Mr Munroe said too much misinformation was circulating regarding the Sandals terminations, which he attributed to an “information vacuum”.

He explained that the Attorney General’s directive to the magistrate’s court, requiring it to drop the criminal prosecution launched by the BHMAWU’s officers against Sandals Royal Bahamian and its management, stemmed from an abuse of the judicial system’s processes.

Mr Munroe said the criminal case was effectively litigating the same issues as those raised in a pre-existing civil matter, which was already before the Supreme Court. Previous rulings, he added, had established the legal precedent “that you cannot try in a lower court an issue that is presently before a higher court”.

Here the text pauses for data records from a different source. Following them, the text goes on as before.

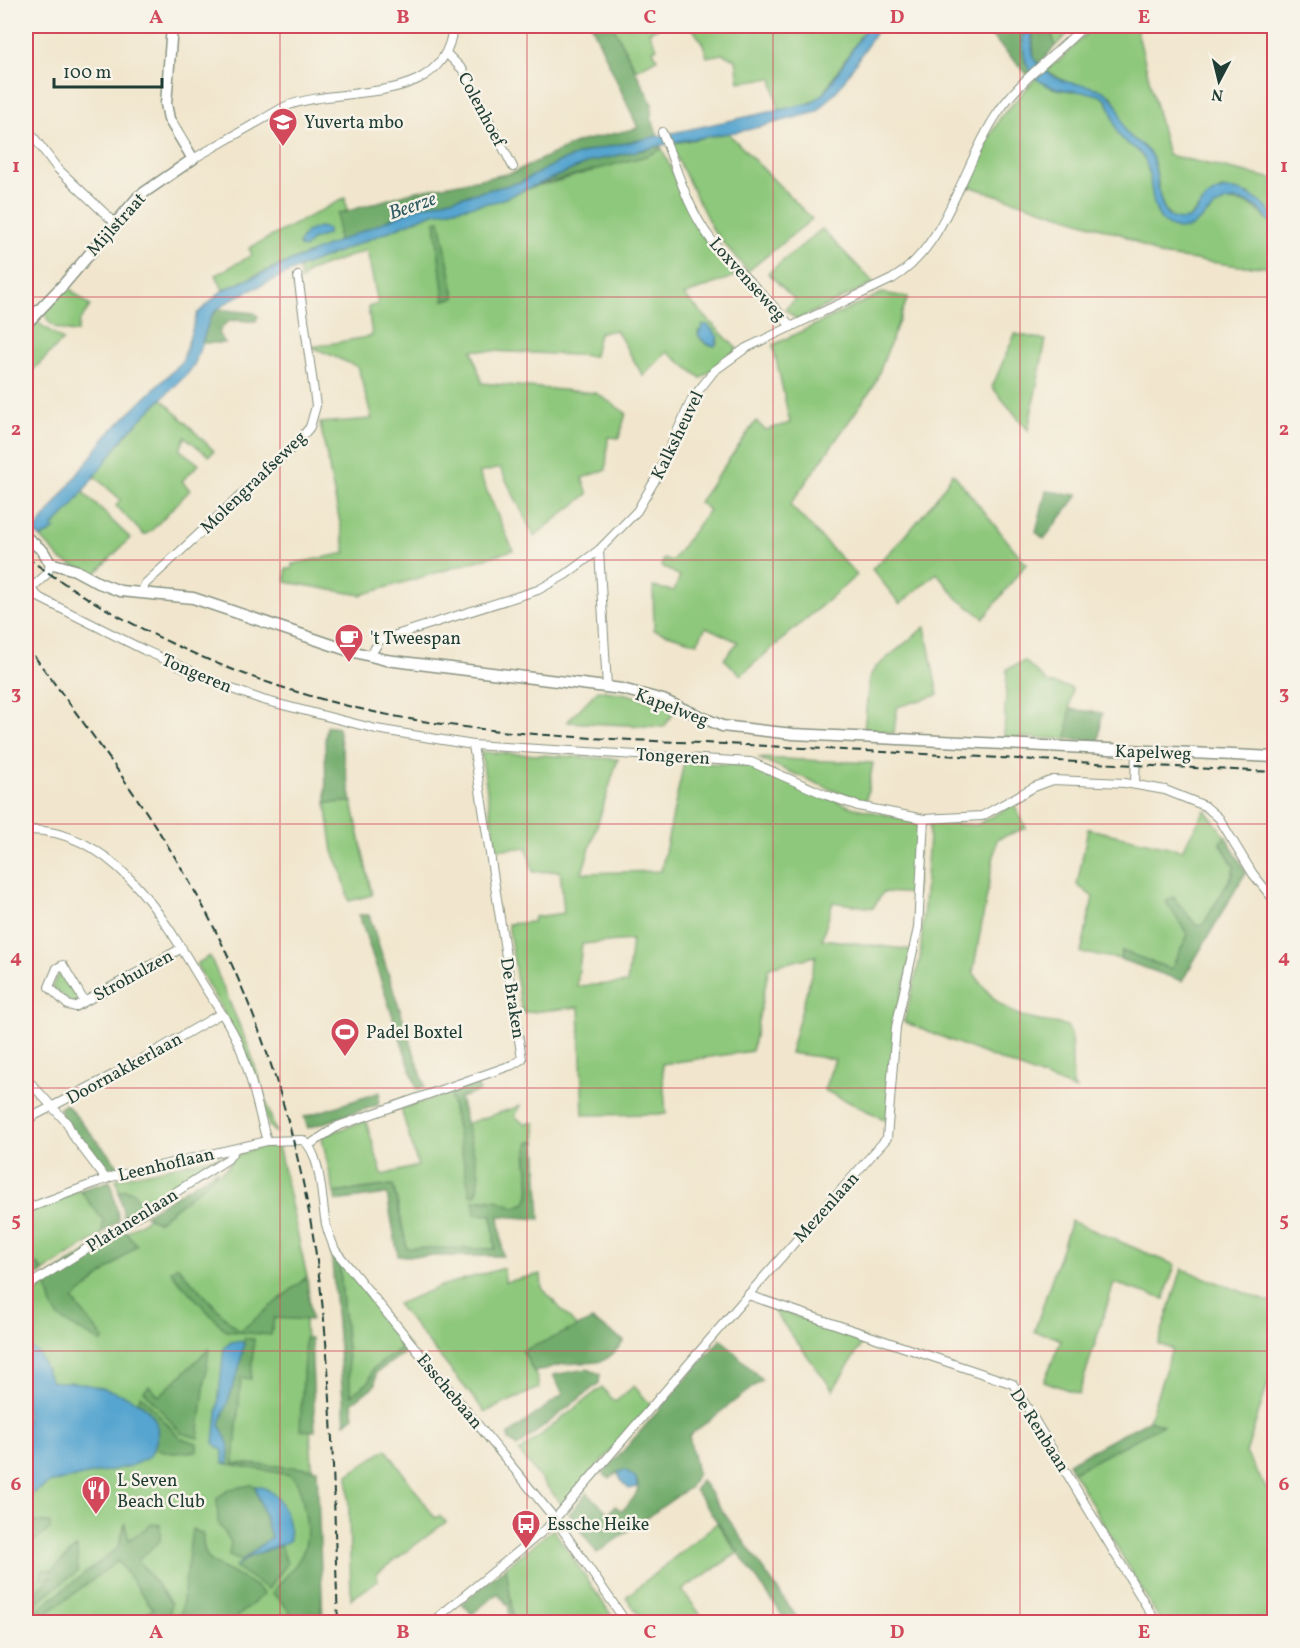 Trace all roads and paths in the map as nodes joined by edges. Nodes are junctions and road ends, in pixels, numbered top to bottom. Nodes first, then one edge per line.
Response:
1 (172, 26) edge
2 (453, 26) edge
3 (1083, 26) edge
4 (447, 54) junction
5 (26, 128) edge
6 (662, 133) dead end
7 (193, 159) junction
8 (513, 167) dead end
9 (115, 223) junction
10 (298, 276) dead end
11 (26, 324) edge
12 (791, 327) junction
13 (26, 537) edge
14 (599, 550) junction
15 (50, 563) junction
16 (28, 591) edge
17 (141, 594) junction
18 (370, 656) junction
19 (607, 687) junction
20 (473, 745) junction
21 (1136, 751) junction
22 (1275, 757) edge
23 (1135, 784) junction
24 (924, 819) junction
25 (26, 830) edge
26 (1275, 900) edge
27 (182, 948) junction
28 (84, 1001) junction
29 (220, 1014) junction
30 (26, 1078) edge
31 (53, 1107) junction
32 (26, 1120) edge
33 (267, 1141) junction
34 (309, 1145) junction
35 (235, 1149) junction
36 (106, 1179) junction
37 (26, 1209) edge
38 (26, 1287) edge
39 (748, 1295) junction
40 (555, 1519) junction
41 (432, 1623) edge
42 (626, 1623) edge
43 (1156, 1623) edge

1 - 7 main road
2 - 4 street
3 - 12 street, Kalksheuvel
4 - 7 street
4 - 8 street, Colenhoef
5 - 9 street
6 - 12 street, Loxvenseweg
7 - 9 main road, Mijlstraat
9 - 11 main road, Mijlstraat
10 - 17 street, Molengraafseweg
12 - 14 street, Kalksheuvel
13 - 15 main road
14 - 18 street, Kalksheuvel
14 - 19 street
15 - 16 street
15 - 17 main road, Kapelweg
16 - 20 street, Tongeren
17 - 18 main road, Kapelweg
18 - 19 main road, Kapelweg
19 - 21 main road, Kapelweg
20 - 24 street, Tongeren
20 - 34 street, De Braken
21 - 22 main road, Kapelweg
21 - 23 street
23 - 24 street, Tongeren
23 - 26 street, Tongeren
24 - 39 street, Mezenlaan
25 - 27 street
27 - 28 street, Strohulzen
27 - 29 street
28 - 28 street, Strohulzen
29 - 31 street, Doornakkerlaan
29 - 33 street
30 - 31 street
31 - 32 street, Doornakkerlaan
31 - 36 street
33 - 34 street, Leenhoflaan
33 - 35 street, Leenhoflaan
34 - 40 street, Esschebaan
35 - 36 street, Leenhoflaan
35 - 38 street, Platanenlaan
36 - 37 street, Leenhoflaan
39 - 40 street, Mezenlaan
39 - 43 street, De Renbaan
40 - 41 street
40 - 42 street, Esschebaan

Mr Munroe said he and Sandals Royal Bahamian had warned the Attorney General, Allyson Maynard-Gibson, that unless she acted they would sue both the magistrate and union officers via Judicial Review to have the criminal case quashed.

That case, which was due to be heard before Justice Ian Winder yesterday, appears to have sparked the Attorney General’s rush to finally file the ‘nolle prosequi’ with the courts earlier this week - despite it having been signed more than a month earlier on August 15, 2016.

This explanation was last night backed by PLP chairman, Bradley Roberts, who said Mrs Maynard-Gibson had “determined that it was an abuse of the judicial process to have the matter simultaneously litigated in the courts”.

Mr Munroe, though, said he - like the union - had been aware of the Government’s intentions, and only found out about the move after it has happened.

“There was a private prosecution launched against West Bay Management Ltd, which is Sandals, and two of their managers,” Mr Munroe said. “We were instructed for West Bay Management, and complained to the Office of the Attorney General that Sandals was at that very moment in a case [with] the registrar of trade unions and that union, making a case that the union didn’t exist because it hadn’t complied with the mandatory requirement of the Industrial Relations Act.”

The Supreme Court has still to determine whether the BHMAWU exists, and Mr Munroe added of the criminal case: “This prosecution is about whether this employer failed to negotiate with a union who it is presently saying doesn’t exist in the civil Supreme Court.

“There were issues about statute barring, and issues about them not having followed the process. We cried to the Attorney General that they need to look at this or we would sue them - sue them in terms of bringing a case against the magistrate and the complainant to have the proceedings quashed.”

Mr Munroe said of the Government: “They said nothing to us, although looking at the nolle they must have looked at it and determined to sign it in August, but they told us nothing.

“So we settled the proceedings for leave for Judicial Review to get the proceedings quashed, and to get damages against the magistrate and the individuals bringing the prosecution. We served them on Friday past with our application for leave to bring it, and I’m discovering through the press that they [the Government] promptly ran down to court on Monday and presented this nolle that terminated the procedure.

“So this morning, when we went before Justice Winder for leave, there was nothing for him to give us leave on, and so we got no cost against the Government.”